My recommendation is to use whichever syntax best expresses how a property should be set up.

15.4.5 Index signatures: objects as dicts

So far, we have only used interfaces for objects-as-records with fixed keys. How do we express the fact that an object is to be used as a dictionary? For example: What should TranslationDict be in the following code fragment?

function translate(dict: TranslationDict, english: string): string {
  return dict[english];
}

We use an index signature (line A) to express that TranslationDict is for objects that map string keys to string values:

interface TranslationDict {
  [key:string]: string; // (A)
}
const dict = {
  'yes': 'sí',
  'no': 'no',
  'maybe': 'tal vez',
};
assert.equal(
  translate(dict, 'maybe'),
  'tal vez');
15.4.5.1 Typing index signature keys

Index signature keys must be either string or number:

15.4.5.2 String keys vs. number keys

Just like in plain JavaScript, TypeScript’s number property keys are a subset of the string property keys (see “JavaScript for impatient programmers”). Accordingly, if we have both a string index signature and a number index signature, the property type of the former must be a supertype of the latter. The following example works because Object is a supertype of RegExp:

interface StringAndNumberKeys {
  [key: string]: Object;
  [key: number]: RegExp;
}

// %inferred-type: (x: StringAndNumberKeys) =>
// { str: Object; num: RegExp; }
function f(x: StringAndNumberKeys) {
  return { str: x['abc'], num: x[123] };
}
15.4.5.3 Index signatures vs. property signatures and method signatures

If there are both an index signature and property and/or method signatures in an interface, then the type of the index property value must also be a supertype of the type of the property value and/or method.

interface I1 {
  [key: string]: boolean;

  // @ts-expect-error: Property 'myProp' of type 'number' is not assignable
  // to string index type 'boolean'. (2411)
  myProp: number;
  
  // @ts-expect-error: Property 'myMethod' of type '() => string' is not
  // assignable to string index type 'boolean'. (2411)
  myMethod(): string;
}

In contrast, the following two interfaces produce no errors:

interface I2 {
  [key: string]: number;
  myProp: number;
}

interface I3 {
  [key: string]: () => string;
  myMethod(): string;
}

15.4.6 Interfaces describe instances of Object

All interfaces describe objects that are instances of Object and inherit the properties of Object.prototype.
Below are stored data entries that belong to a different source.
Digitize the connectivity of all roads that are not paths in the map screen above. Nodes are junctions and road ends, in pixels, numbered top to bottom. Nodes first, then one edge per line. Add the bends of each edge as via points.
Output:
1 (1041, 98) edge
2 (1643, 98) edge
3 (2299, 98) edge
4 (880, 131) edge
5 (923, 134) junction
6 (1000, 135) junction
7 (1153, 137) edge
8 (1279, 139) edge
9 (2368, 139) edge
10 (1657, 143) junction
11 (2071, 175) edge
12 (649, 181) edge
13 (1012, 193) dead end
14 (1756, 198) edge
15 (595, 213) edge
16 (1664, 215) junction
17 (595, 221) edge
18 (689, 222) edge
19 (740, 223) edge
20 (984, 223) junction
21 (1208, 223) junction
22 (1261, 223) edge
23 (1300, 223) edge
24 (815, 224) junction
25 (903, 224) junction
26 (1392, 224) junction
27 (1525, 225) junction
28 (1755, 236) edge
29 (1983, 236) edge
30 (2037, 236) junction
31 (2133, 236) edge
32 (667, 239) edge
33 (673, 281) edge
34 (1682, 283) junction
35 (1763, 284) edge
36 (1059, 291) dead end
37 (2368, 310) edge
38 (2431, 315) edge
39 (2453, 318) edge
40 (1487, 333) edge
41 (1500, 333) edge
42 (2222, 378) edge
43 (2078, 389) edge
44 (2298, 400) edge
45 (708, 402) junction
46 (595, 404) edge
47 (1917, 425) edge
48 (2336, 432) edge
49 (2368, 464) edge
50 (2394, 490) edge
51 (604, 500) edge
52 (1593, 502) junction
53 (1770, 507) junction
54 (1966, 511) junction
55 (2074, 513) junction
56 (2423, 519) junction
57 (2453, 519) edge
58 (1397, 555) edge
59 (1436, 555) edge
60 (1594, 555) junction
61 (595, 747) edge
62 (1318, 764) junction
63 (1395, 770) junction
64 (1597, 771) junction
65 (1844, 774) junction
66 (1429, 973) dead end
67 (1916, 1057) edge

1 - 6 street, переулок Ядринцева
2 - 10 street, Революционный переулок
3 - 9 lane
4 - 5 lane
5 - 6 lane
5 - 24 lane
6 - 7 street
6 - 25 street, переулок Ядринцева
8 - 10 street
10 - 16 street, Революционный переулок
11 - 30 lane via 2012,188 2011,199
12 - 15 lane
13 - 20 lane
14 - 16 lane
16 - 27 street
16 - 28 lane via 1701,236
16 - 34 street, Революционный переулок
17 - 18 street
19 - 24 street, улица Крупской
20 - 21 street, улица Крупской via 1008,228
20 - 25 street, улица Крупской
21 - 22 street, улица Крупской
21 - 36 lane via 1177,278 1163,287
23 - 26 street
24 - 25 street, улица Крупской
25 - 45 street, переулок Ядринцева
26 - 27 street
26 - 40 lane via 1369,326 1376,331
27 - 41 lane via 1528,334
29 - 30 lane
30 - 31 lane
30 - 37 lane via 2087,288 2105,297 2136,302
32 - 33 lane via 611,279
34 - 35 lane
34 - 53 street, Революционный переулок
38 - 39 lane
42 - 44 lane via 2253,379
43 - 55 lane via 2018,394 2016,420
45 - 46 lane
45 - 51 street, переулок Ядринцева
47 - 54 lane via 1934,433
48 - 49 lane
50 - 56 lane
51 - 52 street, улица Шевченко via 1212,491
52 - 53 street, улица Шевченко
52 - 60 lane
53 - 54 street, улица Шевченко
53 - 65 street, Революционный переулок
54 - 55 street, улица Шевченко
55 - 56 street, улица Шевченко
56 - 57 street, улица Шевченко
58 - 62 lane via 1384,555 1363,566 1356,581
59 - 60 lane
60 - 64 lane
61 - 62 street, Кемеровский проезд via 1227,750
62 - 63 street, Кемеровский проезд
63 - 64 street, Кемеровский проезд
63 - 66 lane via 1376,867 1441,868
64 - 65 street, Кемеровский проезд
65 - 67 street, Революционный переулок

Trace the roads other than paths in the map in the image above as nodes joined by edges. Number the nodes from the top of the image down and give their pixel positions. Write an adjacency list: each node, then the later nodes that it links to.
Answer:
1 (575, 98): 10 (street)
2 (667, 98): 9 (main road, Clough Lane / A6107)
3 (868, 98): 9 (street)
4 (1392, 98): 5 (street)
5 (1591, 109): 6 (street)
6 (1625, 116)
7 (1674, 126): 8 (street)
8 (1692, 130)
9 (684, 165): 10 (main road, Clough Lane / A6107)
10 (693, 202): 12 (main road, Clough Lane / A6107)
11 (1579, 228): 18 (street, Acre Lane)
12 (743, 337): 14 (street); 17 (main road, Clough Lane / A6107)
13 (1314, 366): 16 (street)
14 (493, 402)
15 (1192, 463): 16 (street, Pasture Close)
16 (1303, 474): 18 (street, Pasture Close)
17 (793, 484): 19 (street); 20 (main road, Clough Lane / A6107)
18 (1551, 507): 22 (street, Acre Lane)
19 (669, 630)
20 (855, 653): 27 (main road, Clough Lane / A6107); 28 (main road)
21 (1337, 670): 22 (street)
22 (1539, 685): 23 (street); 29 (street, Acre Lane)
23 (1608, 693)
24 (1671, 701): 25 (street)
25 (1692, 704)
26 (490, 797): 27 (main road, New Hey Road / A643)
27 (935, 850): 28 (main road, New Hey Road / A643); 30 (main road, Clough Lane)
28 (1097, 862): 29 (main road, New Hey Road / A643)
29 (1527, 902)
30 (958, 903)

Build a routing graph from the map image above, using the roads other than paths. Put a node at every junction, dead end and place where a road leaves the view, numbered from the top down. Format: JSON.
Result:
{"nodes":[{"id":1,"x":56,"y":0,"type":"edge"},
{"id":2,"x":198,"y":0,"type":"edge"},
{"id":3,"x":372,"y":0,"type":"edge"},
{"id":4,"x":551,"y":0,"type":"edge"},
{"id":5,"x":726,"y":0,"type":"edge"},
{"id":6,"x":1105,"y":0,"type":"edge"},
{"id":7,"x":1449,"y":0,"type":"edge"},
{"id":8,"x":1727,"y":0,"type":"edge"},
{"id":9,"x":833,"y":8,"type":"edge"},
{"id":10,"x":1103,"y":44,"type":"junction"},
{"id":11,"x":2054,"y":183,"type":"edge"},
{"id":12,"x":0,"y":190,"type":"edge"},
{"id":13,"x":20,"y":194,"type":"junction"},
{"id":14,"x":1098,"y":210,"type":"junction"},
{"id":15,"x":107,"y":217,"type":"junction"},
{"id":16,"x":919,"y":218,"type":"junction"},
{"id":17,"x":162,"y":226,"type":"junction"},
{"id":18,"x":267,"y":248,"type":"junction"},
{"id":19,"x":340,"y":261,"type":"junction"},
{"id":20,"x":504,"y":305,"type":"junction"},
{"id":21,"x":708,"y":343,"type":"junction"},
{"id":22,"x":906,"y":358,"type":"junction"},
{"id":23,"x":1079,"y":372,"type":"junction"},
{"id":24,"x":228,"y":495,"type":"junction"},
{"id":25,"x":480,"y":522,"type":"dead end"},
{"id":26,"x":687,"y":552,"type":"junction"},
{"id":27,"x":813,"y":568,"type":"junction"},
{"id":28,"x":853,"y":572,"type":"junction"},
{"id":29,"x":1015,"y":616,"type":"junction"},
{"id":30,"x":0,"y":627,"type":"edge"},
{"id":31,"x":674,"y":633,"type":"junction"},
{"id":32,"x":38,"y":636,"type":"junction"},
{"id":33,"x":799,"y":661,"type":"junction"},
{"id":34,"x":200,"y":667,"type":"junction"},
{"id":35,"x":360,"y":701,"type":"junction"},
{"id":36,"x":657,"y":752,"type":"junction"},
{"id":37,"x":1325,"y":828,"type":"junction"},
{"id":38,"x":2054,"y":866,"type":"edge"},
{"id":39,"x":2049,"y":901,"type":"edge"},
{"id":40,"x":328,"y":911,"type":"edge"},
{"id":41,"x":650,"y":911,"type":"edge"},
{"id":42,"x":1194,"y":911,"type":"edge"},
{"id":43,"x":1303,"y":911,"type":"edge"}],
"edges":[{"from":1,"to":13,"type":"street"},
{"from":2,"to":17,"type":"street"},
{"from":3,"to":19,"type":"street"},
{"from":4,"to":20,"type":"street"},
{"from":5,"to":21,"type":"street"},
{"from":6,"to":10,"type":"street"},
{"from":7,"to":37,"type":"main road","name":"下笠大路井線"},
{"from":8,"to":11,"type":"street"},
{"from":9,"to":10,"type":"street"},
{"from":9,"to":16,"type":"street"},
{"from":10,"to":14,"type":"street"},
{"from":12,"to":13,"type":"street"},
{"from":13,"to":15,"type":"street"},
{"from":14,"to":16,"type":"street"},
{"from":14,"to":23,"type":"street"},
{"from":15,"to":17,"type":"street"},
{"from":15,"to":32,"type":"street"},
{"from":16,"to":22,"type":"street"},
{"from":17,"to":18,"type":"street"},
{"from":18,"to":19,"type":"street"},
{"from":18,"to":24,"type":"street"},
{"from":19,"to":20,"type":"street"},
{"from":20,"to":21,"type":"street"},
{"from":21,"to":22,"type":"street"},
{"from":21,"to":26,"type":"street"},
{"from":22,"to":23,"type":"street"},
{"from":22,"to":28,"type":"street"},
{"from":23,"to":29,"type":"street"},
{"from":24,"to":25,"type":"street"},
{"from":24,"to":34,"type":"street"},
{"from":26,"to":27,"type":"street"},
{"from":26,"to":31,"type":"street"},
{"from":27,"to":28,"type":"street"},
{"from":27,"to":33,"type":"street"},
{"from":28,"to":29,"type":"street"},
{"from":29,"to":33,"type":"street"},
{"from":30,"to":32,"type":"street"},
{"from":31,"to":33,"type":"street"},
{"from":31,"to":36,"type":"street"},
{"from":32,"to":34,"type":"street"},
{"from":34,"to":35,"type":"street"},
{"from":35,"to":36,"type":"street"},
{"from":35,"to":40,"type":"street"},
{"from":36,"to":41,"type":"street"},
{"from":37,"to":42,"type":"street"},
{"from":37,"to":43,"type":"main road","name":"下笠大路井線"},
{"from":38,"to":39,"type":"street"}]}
In the following example, the parameter x of type {} is compatible with the return type Object:

function f1(x: {}): Object {
  return x;
}

Similarly, {} has a method .toString():

function f2(x: {}): { toString(): string } {
  return x;
}

15.4.7 Excess property checks: When are extra properties allowed?

As an example, consider the following interface:

interface Point {
  x: number;
  y: number;
}

There are two ways (among others) in which this interface could be interpreted:

TypeScript uses both interpretations. To explore how that works, we will use the following function:

function computeDistance(point: Point) { /*...*/ }

The default is that the excess property .z is allowed:

const obj = { x: 1, y: 2, z: 3 };
computeDistance(obj); // OK

However, if we use object literals directly, then excess properties are forbidden:

// @ts-expect-error: Argument of type '{ x: number; y: number; z: number; }'
// is not assignable to parameter of type 'Point'.
//   Object literal may only specify known properties, and 'z' does not
//   exist in type 'Point'. (2345)
computeDistance({ x: 1, y: 2, z: 3 }); // error

computeDistance({x: 1, y: 2}); // OK
15.4.7.1 Why are excess properties forbidden in object literals?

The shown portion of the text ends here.